À six heures, la cour entra en séance. Les accusés, qui n’avaient pas été reconduits au fort Saint-Georges, mais enfermés dans les caves du palais, reprirent leurs places devant leurs juges, et sir Georges Monby donna immédiatement la parole à l’attorney général, sir Edward Lodge.

Le silence se fit aussitôt et l’éminent magistrat s’exprima en ces termes :


« Mylord, messieurs,

« Vous venez d’assister aux débats émouvants de la plus terrible cause que la justice humaine ait jamais eu à juger. Les scènes qui ont été mises sous vos yeux, les récits qui ont frappé vos oreilles semblent empruntés à la fable, à la légende, et nos esprits ne sauraient croire aux attentats de ces hommes, si les faits n’étaient pas aussi évidents, si autour de nous ne se dressaient meurtries, sanglantes, mutilées, des milliers de victimes qui demandent justice.

La grande place de Madras.


« Vais-je reprendre tous les faits de l’accusation pour soulever encore votre indignation et votre horreur ?

« Vais-je de nouveau retracer ces meurtres épouvantables, que les accusés avouent avec orgueil, dont leur cruauté et leur cynisme se glorifient ?

« Ce serait là une tâche pénible, devant laquelle je n’hésiterais pas cependant, si je croyais nécessaire de la remplir.

« Mais est-il besoin de nouvelles preuves pour déterminer votre arrêt ?

« Vos consciences peuvent-elles hésiter ?

« Votre pitié peut-elle être éveillée ?

« Ce serait vous faire injure que de le supposer un instant.

« Aussi ne vais-je que rappeler les faits principaux, afin de grouper les accusés en deux catégories distinctes.

« Je commencerai par cet homme, qui se fait gloire d’être le chef de cette bande maudite, et je ne m’arrêterai qu’un instant sur lui, par respect même pour vous.

« Al-Hyder-Aly, ex-brûleur de femmes, comme il a mérité d’être surnommé, a-t-il assez rempli sa vie de forfaits infâmes, et celui que je citerai au hasard ne suffirait-il pas pour que la loi fût appliquée dans tout sa rigueur ?

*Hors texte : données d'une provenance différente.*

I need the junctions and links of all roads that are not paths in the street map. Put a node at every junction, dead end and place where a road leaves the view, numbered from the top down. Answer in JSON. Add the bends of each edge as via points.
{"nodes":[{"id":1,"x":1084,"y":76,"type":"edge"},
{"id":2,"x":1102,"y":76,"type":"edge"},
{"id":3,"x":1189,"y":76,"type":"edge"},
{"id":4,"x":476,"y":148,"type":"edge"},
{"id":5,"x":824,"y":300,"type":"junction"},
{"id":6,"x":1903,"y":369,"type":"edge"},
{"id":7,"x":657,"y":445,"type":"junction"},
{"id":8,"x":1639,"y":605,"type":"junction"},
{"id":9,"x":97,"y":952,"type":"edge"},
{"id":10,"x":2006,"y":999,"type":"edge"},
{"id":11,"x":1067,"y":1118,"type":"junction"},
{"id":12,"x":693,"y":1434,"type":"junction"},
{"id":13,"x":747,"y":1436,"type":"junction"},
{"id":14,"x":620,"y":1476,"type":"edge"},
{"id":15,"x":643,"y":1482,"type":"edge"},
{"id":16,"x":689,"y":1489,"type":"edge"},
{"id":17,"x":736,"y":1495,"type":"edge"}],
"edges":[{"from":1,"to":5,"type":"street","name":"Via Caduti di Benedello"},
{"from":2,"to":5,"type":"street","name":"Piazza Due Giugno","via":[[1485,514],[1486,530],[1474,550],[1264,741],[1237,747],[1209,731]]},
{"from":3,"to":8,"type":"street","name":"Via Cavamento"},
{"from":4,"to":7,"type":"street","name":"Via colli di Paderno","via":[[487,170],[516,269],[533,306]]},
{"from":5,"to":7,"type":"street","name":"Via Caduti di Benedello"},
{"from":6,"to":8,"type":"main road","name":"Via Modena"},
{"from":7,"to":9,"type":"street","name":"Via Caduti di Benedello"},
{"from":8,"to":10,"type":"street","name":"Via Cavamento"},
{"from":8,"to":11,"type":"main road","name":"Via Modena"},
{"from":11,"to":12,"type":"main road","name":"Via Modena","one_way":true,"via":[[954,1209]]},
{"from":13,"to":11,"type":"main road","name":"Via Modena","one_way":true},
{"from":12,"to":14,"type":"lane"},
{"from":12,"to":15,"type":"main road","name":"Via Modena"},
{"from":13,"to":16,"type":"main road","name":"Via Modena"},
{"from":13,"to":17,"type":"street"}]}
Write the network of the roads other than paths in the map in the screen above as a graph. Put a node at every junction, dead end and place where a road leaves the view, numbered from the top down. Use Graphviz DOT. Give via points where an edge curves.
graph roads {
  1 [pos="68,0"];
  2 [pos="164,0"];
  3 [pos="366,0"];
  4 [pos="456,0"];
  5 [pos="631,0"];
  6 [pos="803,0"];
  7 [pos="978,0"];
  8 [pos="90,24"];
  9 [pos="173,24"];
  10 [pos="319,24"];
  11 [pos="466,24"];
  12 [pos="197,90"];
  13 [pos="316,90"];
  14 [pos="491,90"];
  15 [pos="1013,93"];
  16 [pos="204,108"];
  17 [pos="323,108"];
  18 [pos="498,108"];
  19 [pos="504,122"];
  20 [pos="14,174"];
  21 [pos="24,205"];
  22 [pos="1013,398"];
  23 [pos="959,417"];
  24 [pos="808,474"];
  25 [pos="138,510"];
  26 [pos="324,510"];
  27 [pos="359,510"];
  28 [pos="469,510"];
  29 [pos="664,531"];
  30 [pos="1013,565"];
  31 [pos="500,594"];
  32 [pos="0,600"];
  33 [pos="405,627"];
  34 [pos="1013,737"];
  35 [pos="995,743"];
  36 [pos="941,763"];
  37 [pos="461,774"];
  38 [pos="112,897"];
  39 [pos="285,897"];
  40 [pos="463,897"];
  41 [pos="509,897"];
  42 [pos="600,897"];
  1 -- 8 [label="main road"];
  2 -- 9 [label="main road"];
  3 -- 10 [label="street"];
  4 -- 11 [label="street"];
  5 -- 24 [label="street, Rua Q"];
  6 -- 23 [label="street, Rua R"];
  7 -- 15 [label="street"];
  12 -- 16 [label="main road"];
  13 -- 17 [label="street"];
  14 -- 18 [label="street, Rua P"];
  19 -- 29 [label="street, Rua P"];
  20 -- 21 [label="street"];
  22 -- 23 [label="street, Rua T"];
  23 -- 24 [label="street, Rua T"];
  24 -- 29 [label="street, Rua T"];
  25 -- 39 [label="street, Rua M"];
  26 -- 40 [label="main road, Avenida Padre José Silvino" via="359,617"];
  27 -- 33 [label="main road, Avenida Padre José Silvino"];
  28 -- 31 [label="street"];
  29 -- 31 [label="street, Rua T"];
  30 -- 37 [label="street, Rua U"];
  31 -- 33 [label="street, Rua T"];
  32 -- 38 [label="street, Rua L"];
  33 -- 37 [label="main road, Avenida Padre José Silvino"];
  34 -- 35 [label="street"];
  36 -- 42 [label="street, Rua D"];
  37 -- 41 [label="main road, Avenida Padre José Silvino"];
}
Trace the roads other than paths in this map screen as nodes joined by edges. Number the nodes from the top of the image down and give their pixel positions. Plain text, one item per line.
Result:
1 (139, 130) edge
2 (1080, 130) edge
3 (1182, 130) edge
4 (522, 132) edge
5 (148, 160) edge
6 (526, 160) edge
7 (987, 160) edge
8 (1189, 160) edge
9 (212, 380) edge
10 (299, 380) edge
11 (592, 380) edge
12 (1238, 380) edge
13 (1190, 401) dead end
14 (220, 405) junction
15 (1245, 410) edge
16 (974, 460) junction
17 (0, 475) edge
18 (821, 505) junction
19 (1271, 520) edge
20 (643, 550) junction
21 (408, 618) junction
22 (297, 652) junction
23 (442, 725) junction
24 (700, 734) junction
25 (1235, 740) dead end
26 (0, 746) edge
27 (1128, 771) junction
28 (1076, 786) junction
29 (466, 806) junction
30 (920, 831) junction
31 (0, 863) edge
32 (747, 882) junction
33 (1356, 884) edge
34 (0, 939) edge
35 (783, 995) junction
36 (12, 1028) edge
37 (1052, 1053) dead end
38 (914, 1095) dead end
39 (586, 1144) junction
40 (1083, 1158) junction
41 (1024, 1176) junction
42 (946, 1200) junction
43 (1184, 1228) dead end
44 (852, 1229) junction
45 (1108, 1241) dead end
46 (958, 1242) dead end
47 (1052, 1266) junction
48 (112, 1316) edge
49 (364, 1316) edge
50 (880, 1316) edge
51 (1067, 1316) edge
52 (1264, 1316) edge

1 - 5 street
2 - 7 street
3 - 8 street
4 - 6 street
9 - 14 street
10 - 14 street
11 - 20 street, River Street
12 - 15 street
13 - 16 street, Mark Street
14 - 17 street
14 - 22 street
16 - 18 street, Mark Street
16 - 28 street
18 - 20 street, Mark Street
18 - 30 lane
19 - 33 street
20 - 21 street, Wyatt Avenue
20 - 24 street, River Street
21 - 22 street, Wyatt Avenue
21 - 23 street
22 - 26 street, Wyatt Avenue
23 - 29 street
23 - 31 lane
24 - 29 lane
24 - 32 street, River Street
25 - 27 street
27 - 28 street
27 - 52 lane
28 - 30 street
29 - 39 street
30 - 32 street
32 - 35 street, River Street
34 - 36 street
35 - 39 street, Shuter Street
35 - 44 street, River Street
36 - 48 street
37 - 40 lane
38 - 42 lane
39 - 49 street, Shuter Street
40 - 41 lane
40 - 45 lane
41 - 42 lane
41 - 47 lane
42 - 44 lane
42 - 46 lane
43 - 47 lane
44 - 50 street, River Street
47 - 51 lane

« Souvenez-vous du sacrifice dans la forêt de Rani ; écoutez encore les cris déchirants de la pauvre victime, de cette jeune femme, si cruellement brûlée vivante ; rappelez-vous l’attentat qu’il a dirigé contre la famille Buttler, jetez les yeux sur ce vaillant officier, aujourd’hui sans épouse, sans enfants ; entassez horreurs sur horreurs, lâchetés sur lâchetés, et jugez, jugez rapidement, afin de pouvoir bien vite détourner vos regards d’un tel monstre.

« Il était le premier d’entre ces misérables, qu’il soit encore à leur tête sur le gibet.

« Après lui, c’est un vieillard dont les jours se comptent peut-être par les meurtres qu’il a commis, dirigés ou ordonnés.

« Ce Sumsee, ce second chef de la bande, c’est le gooroo, le précepteur dans le crime ; c’est le professeur en tortures.

« Vous savez son influence sur les gens de sa secte ; vous savez l’égorgement de cet enfant sur les rives du Panoor ; il vous a dit qu’il fallait à sa déesse des libations de sang chaud, et que les victimes devaient être choisies jeunes et belles.

« Si sa puissance avait été à la hauteur de ses désirs, nos fleuves ne charrieraient que des cadavres. L’Inde tout entière aurait disparu. Ici, devant vous, il a avoué qu’il ne nous laissait que nos églises, que tout le reste de la presqu’île lui appartenait.

« Vos cœurs pourront-ils s’émouvoir un instant en le condamnant au dernier supplice, ainsi que Roop-Singh, son prédécesseur dans ces sinistres fonctions ?

« Aurez-vous plus de pitié pour Sap-Sati, dont le métier consistait à mieux recevoir les voyageurs pour les livrer plus facilement aux assassins, qui s’abritait sous votre autorité même pour fomenter impunément ses criminelles machinations. Et ce Zimana, allant çà et là implorer la charité en simulant des infirmités, pour découvrir, surveiller et faire tomber dans le piège ceux dont l’humanité le plaignait ?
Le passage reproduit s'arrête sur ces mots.